#### Instructions for the task
Please write out all the entries exactly, without the pictures.

#### Input for this task
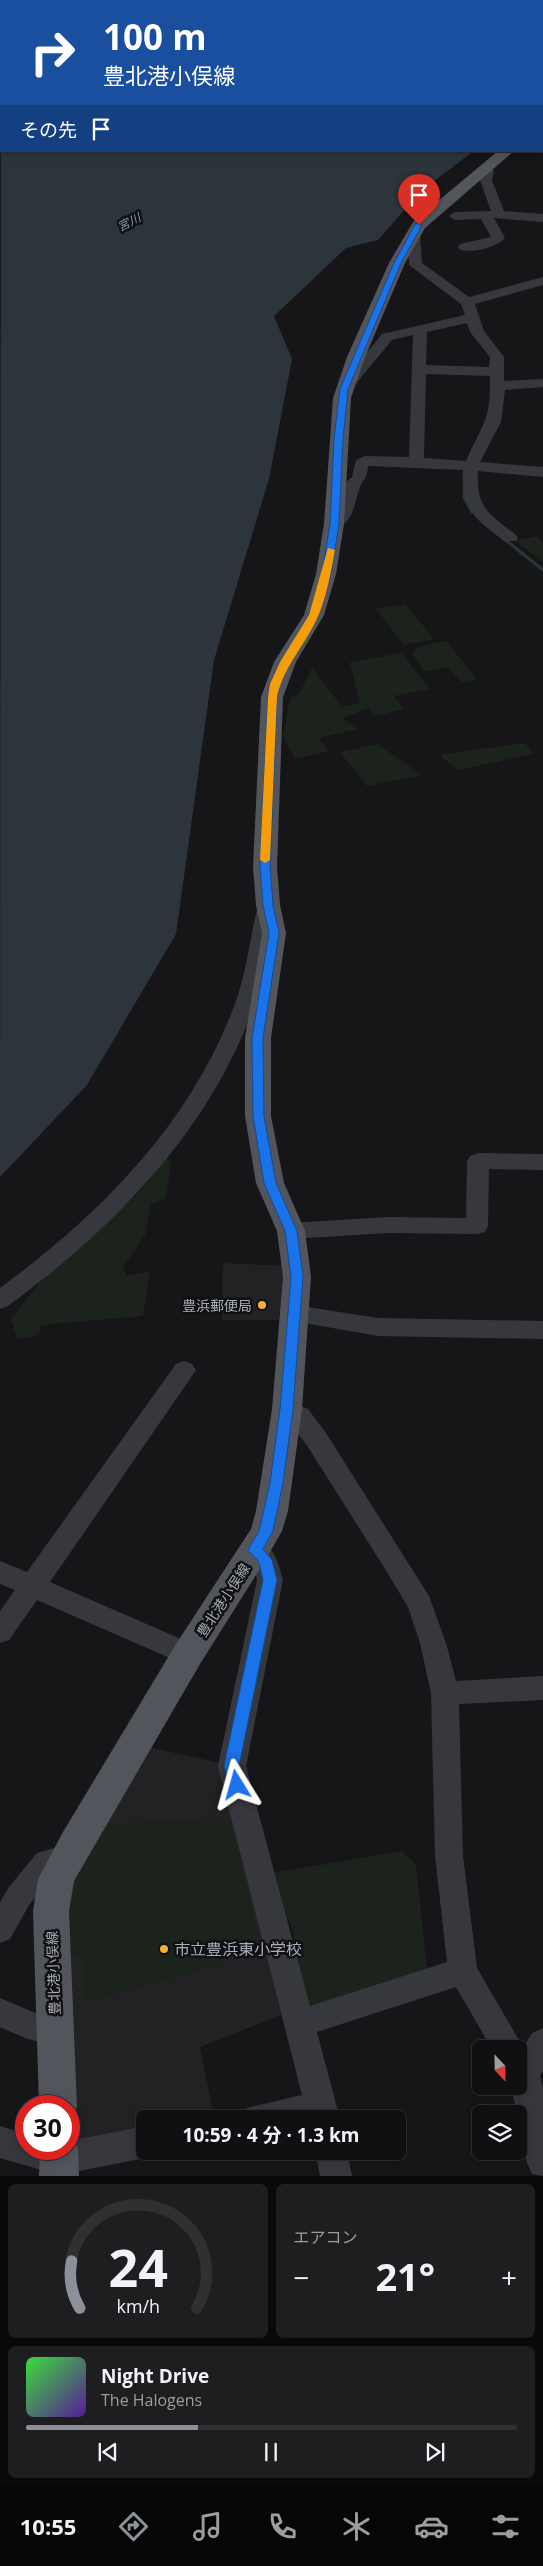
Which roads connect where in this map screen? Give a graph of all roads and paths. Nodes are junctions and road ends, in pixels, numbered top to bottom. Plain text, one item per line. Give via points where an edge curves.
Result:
1 (506, 152) edge
2 (486, 168) junction
3 (493, 214) junction
4 (455, 216) dead end
5 (543, 218) edge
6 (414, 233) junction
7 (465, 247) dead end
8 (543, 281) edge
9 (467, 302) junction
10 (471, 318) junction
11 (420, 330) junction
12 (420, 369) junction
13 (497, 379) junction
14 (543, 383) edge
15 (344, 389) junction
16 (416, 462) junction
17 (471, 467) junction
18 (543, 472) edge
19 (334, 524) junction
20 (510, 538) dead end
21 (268, 905) junction
22 (543, 1162) edge
23 (291, 1231) junction
24 (0, 1300) edge
25 (295, 1314) junction
26 (543, 1330) edge
27 (184, 1370) dead end
28 (286, 1409) junction
29 (255, 1550) junction
30 (0, 1572) edge
31 (32, 1586) junction
32 (0, 1632) edge
33 (188, 1654) junction
34 (543, 1688) edge
35 (445, 1693) junction
36 (68, 1858) junction
37 (0, 1929) edge
38 (463, 1971) junction
39 (0, 2012) edge
40 (298, 2024) junction
41 (55, 2030) junction
42 (504, 2040) edge
43 (543, 2043) edge
44 (528, 2054) edge
45 (58, 2095) edge
46 (525, 2095) edge
47 (322, 2110) edge
48 (0, 2142) edge
49 (136, 2144) edge
50 (333, 2160) edge
51 (59, 2161) edge
52 (543, 2163) edge
53 (336, 2176) edge

1 - 2 main road, 豊北港小俣線
2 - 3 street
2 - 6 main road, 豊北港小俣線 via 419,225
3 - 4 street
3 - 5 street
3 - 7 street via 498,238
6 - 9 street via 416,264
6 - 15 main road, 豊北港小俣線 via 397,263
8 - 9 street
9 - 10 street
10 - 11 street
10 - 13 street via 497,357
11 - 12 street
11 - 15 street via 387,337
12 - 13 street
12 - 16 street
13 - 14 street
13 - 17 street via 493,423
15 - 19 main road, 豊北港小俣線
16 - 17 street
16 - 19 street via 365,460 361,463 359,479 354,482 344,513
17 - 18 street
17 - 20 street via 470,501 476,510
19 - 21 main road, 豊北港小俣線 via 326,574 314,615 285,662 272,697 265,867
21 - 23 main road, 豊北港小俣線 via 274,933 258,1038 258,1116 270,1183
21 - 24 street via 246,1000 209,1085 196,1105 147,1170 112,1207 59,1255
22 - 23 street via 478,1161 478,1226 387,1225
23 - 25 main road, 豊北港小俣線 via 297,1277
25 - 26 street via 378,1327
25 - 28 main road, 豊北港小俣線
27 - 31 street
28 - 29 main road, 豊北港小俣線 via 272,1511
28 - 35 street via 299,1416 316,1440 420,1604
29 - 33 main road, 豊北港小俣線
29 - 40 street via 265,1560 270,1580 232,1766
30 - 31 street
31 - 32 street
31 - 33 street
33 - 36 main road, 豊北港小俣線
34 - 35 street
35 - 38 street via 450,1856
36 - 37 street via 47,1862 19,1896
36 - 41 main road, 豊北港小俣線 via 56,1879 51,1911
38 - 40 street
38 - 42 street
39 - 41 street via 38,2028
40 - 47 street
41 - 45 main road, 豊北港小俣線
43 - 44 street
46 - 52 street
48 - 51 street
49 - 51 street
50 - 53 street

#### Finished exercise
Which roads connect where in this map screen? Give a graph of all roads and paths. Nodes are junctions and road ends, in pixels, numbered top to bottom. Plain text, one item per line. Give via points where an edge curves.
Result:
1 (506, 152) edge
2 (486, 168) junction
3 (493, 214) junction
4 (455, 216) dead end
5 (543, 218) edge
6 (414, 233) junction
7 (465, 247) dead end
8 (543, 281) edge
9 (467, 302) junction
10 (471, 318) junction
11 (420, 330) junction
12 (420, 369) junction
13 (497, 379) junction
14 (543, 383) edge
15 (344, 389) junction
16 (416, 462) junction
17 (471, 467) junction
18 (543, 472) edge
19 (334, 524) junction
20 (510, 538) dead end
21 (268, 905) junction
22 (543, 1162) edge
23 (291, 1231) junction
24 (0, 1300) edge
25 (295, 1314) junction
26 (543, 1330) edge
27 (184, 1370) dead end
28 (286, 1409) junction
29 (255, 1550) junction
30 (0, 1572) edge
31 (32, 1586) junction
32 (0, 1632) edge
33 (188, 1654) junction
34 (543, 1688) edge
35 (445, 1693) junction
36 (68, 1858) junction
37 (0, 1929) edge
38 (463, 1971) junction
39 (0, 2012) edge
40 (298, 2024) junction
41 (55, 2030) junction
42 (504, 2040) edge
43 (543, 2043) edge
44 (528, 2054) edge
45 (58, 2095) edge
46 (525, 2095) edge
47 (322, 2110) edge
48 (0, 2142) edge
49 (136, 2144) edge
50 (333, 2160) edge
51 (59, 2161) edge
52 (543, 2163) edge
53 (336, 2176) edge

1 - 2 main road, 豊北港小俣線
2 - 3 street
2 - 6 main road, 豊北港小俣線 via 419,225
3 - 4 street
3 - 5 street
3 - 7 street via 498,238
6 - 9 street via 416,264
6 - 15 main road, 豊北港小俣線 via 397,263
8 - 9 street
9 - 10 street
10 - 11 street
10 - 13 street via 497,357
11 - 12 street
11 - 15 street via 387,337
12 - 13 street
12 - 16 street
13 - 14 street
13 - 17 street via 493,423
15 - 19 main road, 豊北港小俣線
16 - 17 street
16 - 19 street via 365,460 361,463 359,479 354,482 344,513
17 - 18 street
17 - 20 street via 470,501 476,510
19 - 21 main road, 豊北港小俣線 via 326,574 314,615 285,662 272,697 265,867
21 - 23 main road, 豊北港小俣線 via 274,933 258,1038 258,1116 270,1183
21 - 24 street via 246,1000 209,1085 196,1105 147,1170 112,1207 59,1255
22 - 23 street via 478,1161 478,1226 387,1225
23 - 25 main road, 豊北港小俣線 via 297,1277
25 - 26 street via 378,1327
25 - 28 main road, 豊北港小俣線
27 - 31 street
28 - 29 main road, 豊北港小俣線 via 272,1511
28 - 35 street via 299,1416 316,1440 420,1604
29 - 33 main road, 豊北港小俣線
29 - 40 street via 265,1560 270,1580 232,1766
30 - 31 street
31 - 32 street
31 - 33 street
33 - 36 main road, 豊北港小俣線
34 - 35 street
35 - 38 street via 450,1856
36 - 37 street via 47,1862 19,1896
36 - 41 main road, 豊北港小俣線 via 56,1879 51,1911
38 - 40 street
38 - 42 street
39 - 41 street via 38,2028
40 - 47 street
41 - 45 main road, 豊北港小俣線
43 - 44 street
46 - 52 street
48 - 51 street
49 - 51 street
50 - 53 street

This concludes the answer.